::: PROVIDED MATERIAL

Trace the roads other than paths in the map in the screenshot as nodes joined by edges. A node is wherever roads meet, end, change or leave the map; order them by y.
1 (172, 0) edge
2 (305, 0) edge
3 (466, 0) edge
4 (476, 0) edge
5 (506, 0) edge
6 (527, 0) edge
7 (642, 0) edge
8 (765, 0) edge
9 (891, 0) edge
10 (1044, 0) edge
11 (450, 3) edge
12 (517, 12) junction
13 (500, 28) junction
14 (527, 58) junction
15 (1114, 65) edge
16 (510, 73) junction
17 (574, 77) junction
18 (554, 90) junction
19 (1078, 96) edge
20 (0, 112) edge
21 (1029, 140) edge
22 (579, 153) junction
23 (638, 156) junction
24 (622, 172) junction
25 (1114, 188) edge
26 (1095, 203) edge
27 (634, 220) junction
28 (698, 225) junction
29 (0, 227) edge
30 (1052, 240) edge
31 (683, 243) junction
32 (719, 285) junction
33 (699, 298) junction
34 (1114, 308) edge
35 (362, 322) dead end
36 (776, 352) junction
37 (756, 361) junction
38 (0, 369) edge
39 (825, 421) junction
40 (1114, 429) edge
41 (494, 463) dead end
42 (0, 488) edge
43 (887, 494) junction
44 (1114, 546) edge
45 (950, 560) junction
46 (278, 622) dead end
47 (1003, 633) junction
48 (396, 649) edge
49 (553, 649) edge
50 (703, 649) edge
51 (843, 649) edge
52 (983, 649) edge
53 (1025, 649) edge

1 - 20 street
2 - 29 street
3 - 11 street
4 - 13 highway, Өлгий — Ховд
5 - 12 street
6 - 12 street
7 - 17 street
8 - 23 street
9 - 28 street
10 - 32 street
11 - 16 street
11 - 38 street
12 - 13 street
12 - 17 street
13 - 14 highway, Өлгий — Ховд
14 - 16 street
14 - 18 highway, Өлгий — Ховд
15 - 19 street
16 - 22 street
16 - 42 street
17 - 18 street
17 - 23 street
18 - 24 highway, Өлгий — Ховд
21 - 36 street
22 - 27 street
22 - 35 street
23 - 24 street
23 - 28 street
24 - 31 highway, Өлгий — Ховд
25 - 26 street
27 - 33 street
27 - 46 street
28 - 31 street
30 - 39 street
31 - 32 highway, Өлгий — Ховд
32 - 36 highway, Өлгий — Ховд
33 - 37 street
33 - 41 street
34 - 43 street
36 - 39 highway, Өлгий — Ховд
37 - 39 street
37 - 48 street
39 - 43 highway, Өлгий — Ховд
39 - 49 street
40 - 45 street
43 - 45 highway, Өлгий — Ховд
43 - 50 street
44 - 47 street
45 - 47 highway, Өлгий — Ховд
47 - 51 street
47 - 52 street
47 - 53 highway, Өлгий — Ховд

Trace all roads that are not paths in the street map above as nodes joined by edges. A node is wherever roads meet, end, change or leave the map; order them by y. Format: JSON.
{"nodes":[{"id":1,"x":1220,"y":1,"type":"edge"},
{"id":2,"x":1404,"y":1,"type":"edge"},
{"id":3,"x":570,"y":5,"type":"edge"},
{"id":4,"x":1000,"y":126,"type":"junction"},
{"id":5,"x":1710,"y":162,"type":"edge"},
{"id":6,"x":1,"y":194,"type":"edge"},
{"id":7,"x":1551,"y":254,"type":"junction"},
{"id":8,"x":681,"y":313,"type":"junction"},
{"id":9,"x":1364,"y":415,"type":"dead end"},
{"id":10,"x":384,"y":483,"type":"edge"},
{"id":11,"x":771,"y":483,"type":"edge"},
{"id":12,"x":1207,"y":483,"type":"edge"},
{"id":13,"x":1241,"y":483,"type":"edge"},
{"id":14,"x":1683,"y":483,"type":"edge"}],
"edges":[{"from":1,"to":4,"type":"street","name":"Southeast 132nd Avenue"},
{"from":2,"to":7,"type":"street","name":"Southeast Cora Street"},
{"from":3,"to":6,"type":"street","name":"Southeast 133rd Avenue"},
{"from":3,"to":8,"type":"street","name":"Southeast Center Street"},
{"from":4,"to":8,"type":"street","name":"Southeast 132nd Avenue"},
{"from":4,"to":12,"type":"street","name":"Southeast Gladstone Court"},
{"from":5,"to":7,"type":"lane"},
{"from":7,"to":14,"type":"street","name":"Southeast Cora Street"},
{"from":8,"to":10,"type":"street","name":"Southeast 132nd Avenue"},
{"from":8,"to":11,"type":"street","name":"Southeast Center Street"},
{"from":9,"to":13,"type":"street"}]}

::::::

### [ABOUT THIS TASK]
Collect the complete line wherever the string "nodes" appears in the records.

### [SOLUTION FOR THIS TASK]
Trace the roads other than paths in the map in the screenshot as nodes joined by edges. A node is wherever roads meet, end, change or leave the map; order them by y.
Trace all roads that are not paths in the street map above as nodes joined by edges. A node is wherever roads meet, end, change or leave the map; order them by y. Format: JSON.
{"nodes":[{"id":1,"x":1220,"y":1,"type":"edge"},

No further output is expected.